Na nota, o CRM-ES afirma que o vereador repudiou a médica no plenário da Câmara e que atitudes como esta afastam profissionais do atendimento.
“Incidentes como esses afastam profissionais como a Dra. Maria Júlia do atendimento, o que sobrecarrega a assistência médica e penaliza a população”, afirmou o Conselho.
Ainda na nota, o CRM confirma que há áudios que “comprovam a conduta abusiva do parlamentar, e o caso demanda reparação à profissional”.
O presidente do CRM-ES, Fernando Tonelli, encaminhou na quinta-feira (4) ofícios à Presidência da Câmara de Guarapari, ao Ministério Público do Espírito Santo e ao procurador do município, pedindo providências contra o vereador. A informação foi compartilhada em um vídeo na rede social do Conselho.
Veja o vídeo:
Prefeitura lamentou o episódio
Também por nota, a Prefeitura de Guarapari lamentou o episódio e afirmou que desde o primeiro momento todas as medidas necessárias foram tomadas pela direção da unidade, garantindo suporte à profissional e a preservação do ambiente de atendimentos.

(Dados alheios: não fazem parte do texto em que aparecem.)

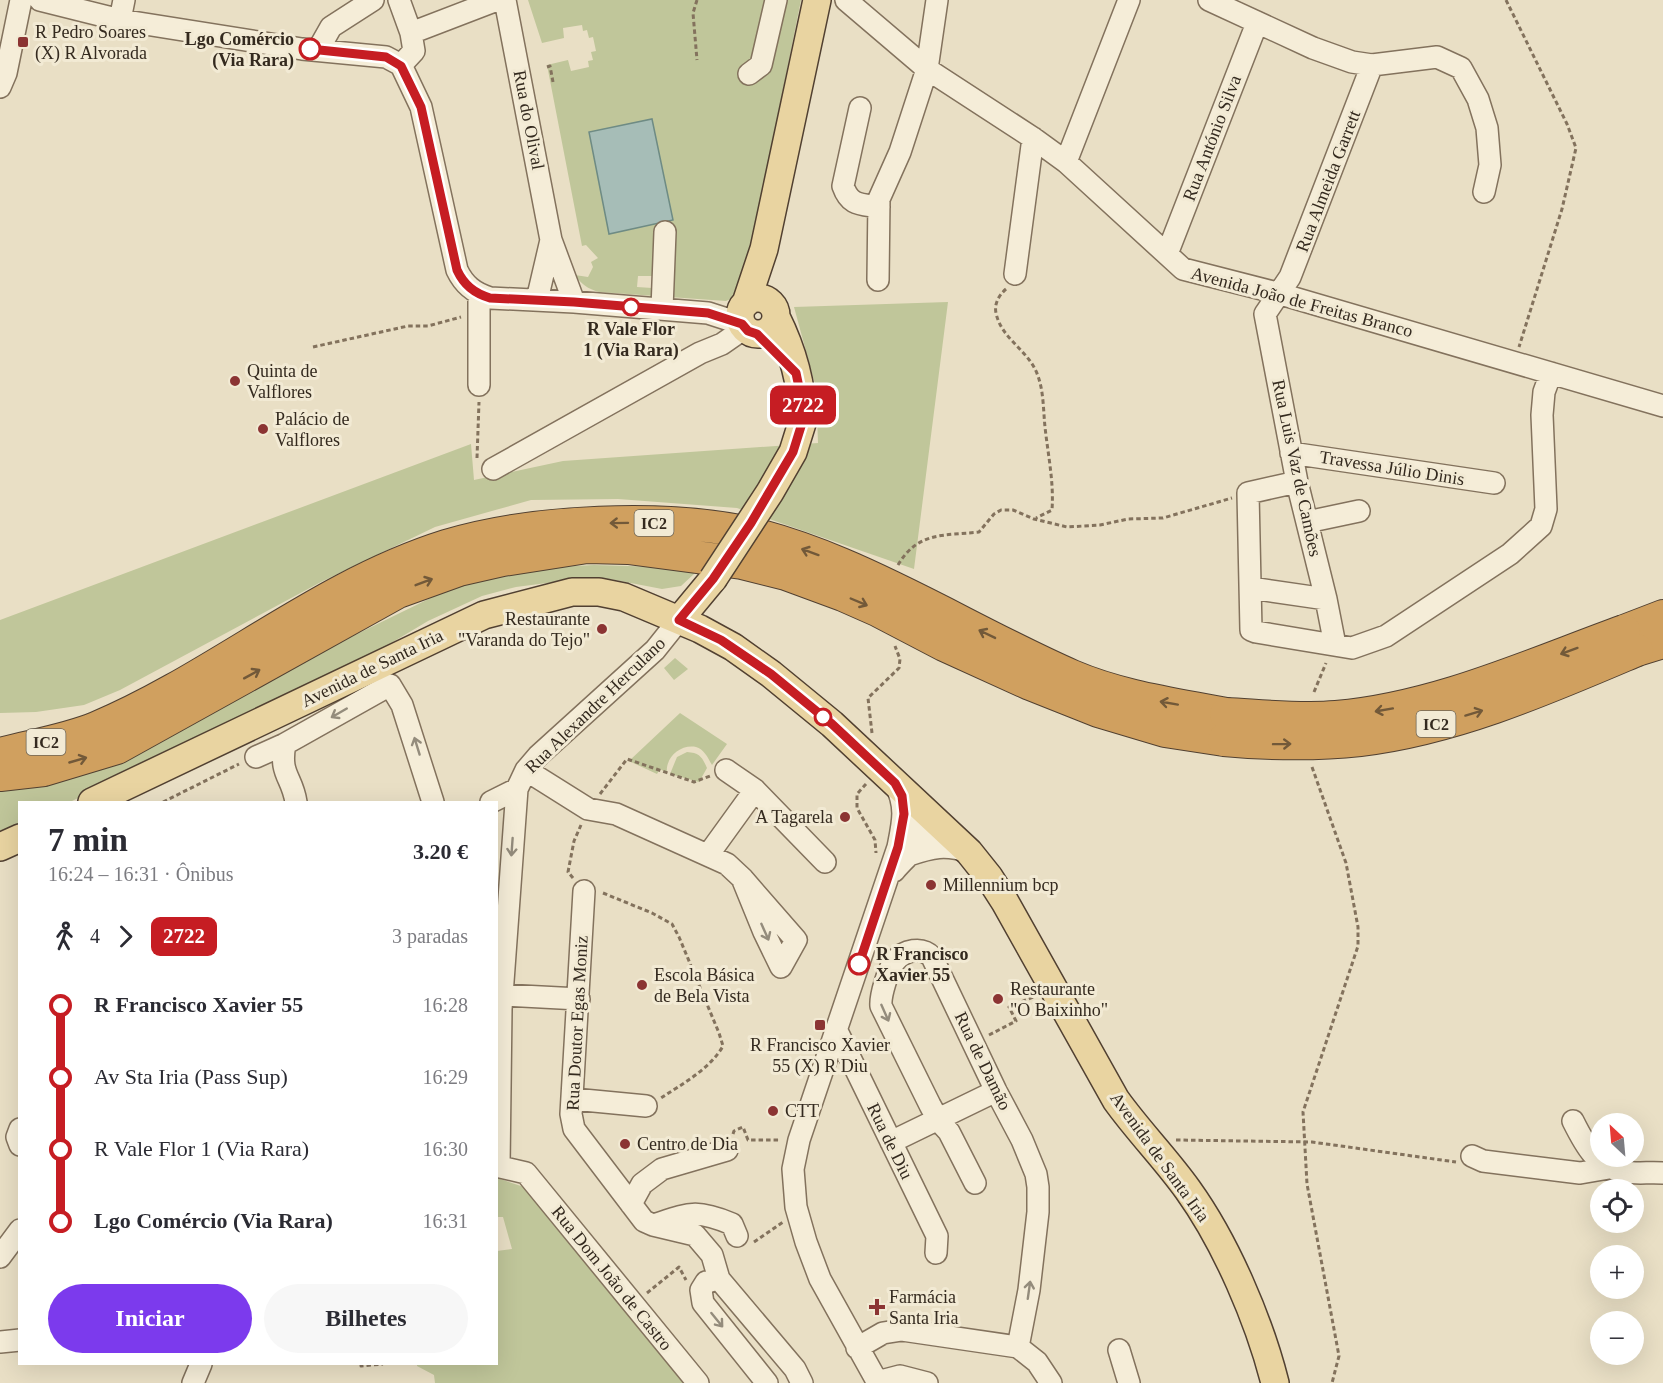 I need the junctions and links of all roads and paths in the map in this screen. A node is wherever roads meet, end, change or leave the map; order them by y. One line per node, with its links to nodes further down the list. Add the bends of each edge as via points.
1 (21, 0): 26 (street)
2 (40, 0): 15 (street)
3 (374, 0): 18 (street, via 331,27)
4 (399, 0): 17 (street)
5 (497, 0): 17 (street)
6 (506, 0): 33 (street, Rua do Olival)
7 (697, 0): 19 (path, via 693,13)
8 (776, 0): 24 (street, via 761,65)
9 (817, 0): 43 (main road, via 764,249)
10 (846, 0): 23 (street, Avenida João de Freitas Branco)
11 (937, 0): 23 (street)
12 (1129, 0): 29 (street)
13 (1209, 0): 16 (street)
14 (1506, 0): 46 (path, via 1576,148 1562,209)
15 (122, 10): 18 (street)
16 (1257, 23): 21 (street, via 1352,62); 34 (street, Rua António Silva)
17 (411, 33): 20 (street, via 414,51)
18 (318, 50): 20 (street)
19 (697, 60)
20 (393, 61): 38 (street, via 421,107 457,270)
21 (1372, 65): 30 (street, via 1437,57 1461,68 1478,99 1487,128 1490,165); 37 (street, Rua Almeida Garrett, via 1290,277)
22 (547, 66): 25 (path)
23 (927, 69): 28 (street, Avenida João de Freitas Branco); 31 (street)
24 (749, 74)
25 (553, 82)
26 (0, 87)
27 (860, 108): 31 (street, via 843,186 853,203)
28 (1033, 138): 29 (street, Avenida João de Freitas Branco); 35 (street)
29 (1066, 162): 34 (street, Avenida João de Freitas Branco)
30 (1484, 192)
31 (879, 207): 36 (street)
32 (665, 232): 41 (street)
33 (552, 240): 39 (street, Rua do Olival); 40 (street, Rua do Olival)
34 (1167, 254): 37 (street, Avenida João de Freitas Branco, via 1183,269)
35 (1015, 274): 56 (path, via 996,304 996,313 1003,332 1035,369 1044,403 1052,510)
36 (878, 280)
37 (1277, 293): 46 (street, Avenida João de Freitas Branco); 50 (street, Rua Luis Vaz de Camões, via 1265,314)
38 (479, 295): 39 (street); 44 (path, via 462,317); 48 (street)
39 (537, 300): 40 (street)
40 (574, 302): 41 (street)
41 (662, 309): 42 (street)
42 (708, 313): 43 (street); 45 (street, via 709,333)
43 (754, 317): 45 (street, via 722,344); 62 (main road, Rua Alexandre Herculano, bridge, via 796,373 803,420 793,452 770,492 713,579)
44 (314, 347)
45 (700, 353): 51 (street)
46 (1515, 362): 47 (street, Avenida João de Freitas Branco)
47 (1551, 372): 49 (street, Avenida João de Freitas Branco); 66 (street, via 1542,415 1546,508 1541,526 1510,554 1386,636 1352,648)
48 (479, 385): 51 (path)
49 (1663, 406)
50 (1291, 453): 52 (street, Rua Luis Vaz de Camões); 53 (street, Travessa Júlio Dinis)
51 (485, 465)
52 (1297, 482): 54 (street); 57 (street, Rua Luis Vaz de Camões)
53 (1494, 483)
54 (1248, 493): 56 (path, via 1162,518 1067,527); 59 (street)
55 (1359, 511): 57 (street)
56 (1034, 519): 58 (path, via 1013,510 1001,510 979,532 925,538 906,552)
57 (1307, 522): 60 (street, Rua Luis Vaz de Camões)
58 (898, 565)
59 (1251, 588): 60 (street); 66 (street, via 1251,630)
60 (1326, 599): 66 (street, Rua Luis Vaz de Camões)
61 (1663, 616): 69 (highway, IC2, one-way to 69, bridge, via 1492,681 1436,698 1336,717)
62 (679, 620): 63 (main road, Avenida de Santa Iria, via 624,597 572,592 484,615); 77 (street, Rua Alexandre Herculano, via 655,650); 80 (main road, Avenida de Santa Iria, via 721,640 771,674)
63 (437, 636): 67 (street, via 437,649 396,670); 83 (main road, Avenida de Santa Iria)
64 (1663, 642): 69 (highway, IC2, one-way to 64, bridge, via 1278,744 1349,741 1420,729 1484,710)
65 (894, 643): 72 (path, via 899,668 868,698 872,732)
66 (1335, 645): 68 (path)
67 (390, 685): 73 (street, one-way to 73); 86 (street, one-way to 67, via 406,716)
68 (1314, 692)
69 (1225, 727): 70 (highway, IC2, one-way to 70, via 1075,677 875,579 780,541 706,526 618,523 508,532 417,556 353,585 147,704); 79 (highway, IC2, one-way to 69, via 44,770 117,748 398,592 428,580 503,560 597,547 717,559 786,574 877,610 955,650 1088,707 1165,730)
70 (93, 729): 71 (highway); 74 (highway, IC2)
71 (0, 733)
72 (869, 736)
73 (284, 751): 75 (street); 85 (street, via 283,768)
74 (0, 754)
75 (256, 757): 84 (path)
76 (1310, 764): 112 (path, via 1346,863 1358,946 1303,1112)
77 (526, 770): 81 (street, Rua Alexandre Herculano); 88 (street)
78 (726, 770): 82 (street); 88 (path, via 694,782 627,759)
79 (0, 775)
80 (887, 775): 89 (main road, Avenida de Santa Iria); 92 (street, via 902,796); 97 (path, via 857,794 857,808 875,840 876,876)
81 (517, 789): 87 (street); 101 (street, one-way to 101)
82 (755, 790): 94 (street); 95 (street)
83 (94, 801)
84 (165, 801)
85 (296, 801)
86 (433, 801)
87 (493, 801)
88 (588, 809): 94 (street, via 616,814); 98 (path, via 574,841 568,872)
89 (935, 819): 92 (street, via 916,826); 93 (main road, Avenida de Santa Iria)
90 (18, 839): 91 (main road)
91 (0, 847)
92 (902, 852): 93 (street, via 936,847); 97 (street)
93 (969, 852): 99 (main road, Avenida de Santa Iria, via 997,889)
94 (708, 855): 96 (street, via 727,864)
95 (825, 862)
96 (742, 878)
97 (885, 883): 102 (street)
98 (584, 891): 100 (street, Rua Doutor Egas Moniz); 106 (path, via 602,892 672,924 723,1046 717,1056 682,1085)
99 (1053, 988): 103 (path, via 1009,1008 1016,1021); 142 (main road, Avenida de Santa Iria, via 1116,1100 1208,1221 1246,1301)
100 (579, 999): 101 (street); 105 (street, Rua Doutor Egas Moniz)
101 (500, 1004): 115 (street)
102 (837, 1031): 110 (street); 111 (street, Rua de Diu)
103 (995, 1032)
104 (996, 1091): 107 (street); 107 (street, Rua de Damão, one-way to 107, via 932,957 919,950 898,958 892,964 881,1006); 130 (street, Rua de Damão, one-way to 104, via 1029,1290 1038,1186 1022,1140)
105 (573, 1099): 106 (street); 119 (street, Rua Doutor Egas Moniz, via 574,1129)
106 (646, 1106)
107 (938, 1120): 111 (street); 118 (street, Rua de Damão, via 949,1132)
108 (1573, 1121): 116 (street, via 1595,1158)
109 (1180, 1139): 112 (path)
110 (799, 1140): 113 (path, via 748,1140 743,1127 734,1131); 120 (street, via 793,1169)
111 (891, 1142): 124 (street, Rua de Diu, via 936,1236)
112 (1304, 1142): 114 (path); 143 (path, via 1307,1184 1339,1356)
113 (727, 1150): 119 (street, via 662,1168 642,1184)
114 (1468, 1159): 116 (street, via 1580,1173)
115 (498, 1166): 136 (street, Rua Dom João de Castro, via 526,1173)
116 (1609, 1168): 117 (street)
117 (1658, 1171)
118 (975, 1183)
119 (631, 1204): 121 (street, Rua Doutor Egas Moniz, via 644,1221)
120 (800, 1220): 123 (path, via 785,1221 744,1249); 131 (street, via 820,1279)
121 (653, 1225): 123 (street, via 695,1213 732,1224); 126 (street, Rua Doutor Egas Moniz, via 695,1235)
122 (18, 1233): 125 (street)
123 (737, 1236)
124 (936, 1253)
125 (0, 1257)
126 (704, 1280): 127 (path, via 679,1267); 137 (street, Rua Doutor Egas Moniz, one-way to 137, via 703,1303); 138 (street, Rua Doutor Egas Moniz, via 795,1370)
127 (645, 1294)
128 (18, 1340): 129 (street)
129 (0, 1342)
130 (1018, 1347): 131 (street, via 902,1330 883,1333); 140 (street, via 1037,1362)
131 (857, 1348): 134 (street)
132 (1119, 1350): 141 (street)
133 (201, 1365): 135 (street)
134 (877, 1382): 139 (street, via 900,1376)
135 (193, 1383)
136 (698, 1383)
137 (767, 1383)
138 (802, 1383)
139 (927, 1383)
140 (1051, 1383)
141 (1129, 1383)
142 (1275, 1383)
143 (1332, 1383)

“É importante destacar que o Poder Executivo e o Poder Legislativo são independentes, cabendo a cada um responder por seus atos”, afirmou a prefeitura.
O que diz o vereador
Pelas redes sociais o vereador publicou um vídeo que definiu como “nota de esclarecimento e pedido de desculpas”.
Na filmagem, o parlamentar inicia sua fala em um pedido desculpas, dizendo que sente muito se a profissional se sentiu diminuída, coagida ou menosprezada.
“Em nenhum momento quis causar qualquer mal-estar. Reconheço seu trabalho e o trabalho de toda a equipe da UPA. Não tenho dúvida de que estavam prestando o melhor serviço possível”, afirmou.
Ainda no vídeo, o vereador afirma que a médica estava sendo remunerada por seus serviços na UPA e não estava prestando serviços voluntários, como “foi equivocadamente divulgado”, de acordo com ele.
“Naquele momento não estava ali um político, mas um ser humano que estava atendendo a um pedido de socorro de uma mulher que várias vezes procurou atendimento e que não teve seus problemas solucionados”, disse.
Ainda segundo o parlamentar, há nove meses ele teria perdido o irmão por negligência médica e que naquele momento reviveu toda a dor que sentiu com a perda.
Veja o vídeo na íntegra:
A reportagem do Folha Vitória entrou em contato com o vereador Oldair Rossi, o espaço continua aberto e a matéria será atualizada assim que houver retorno.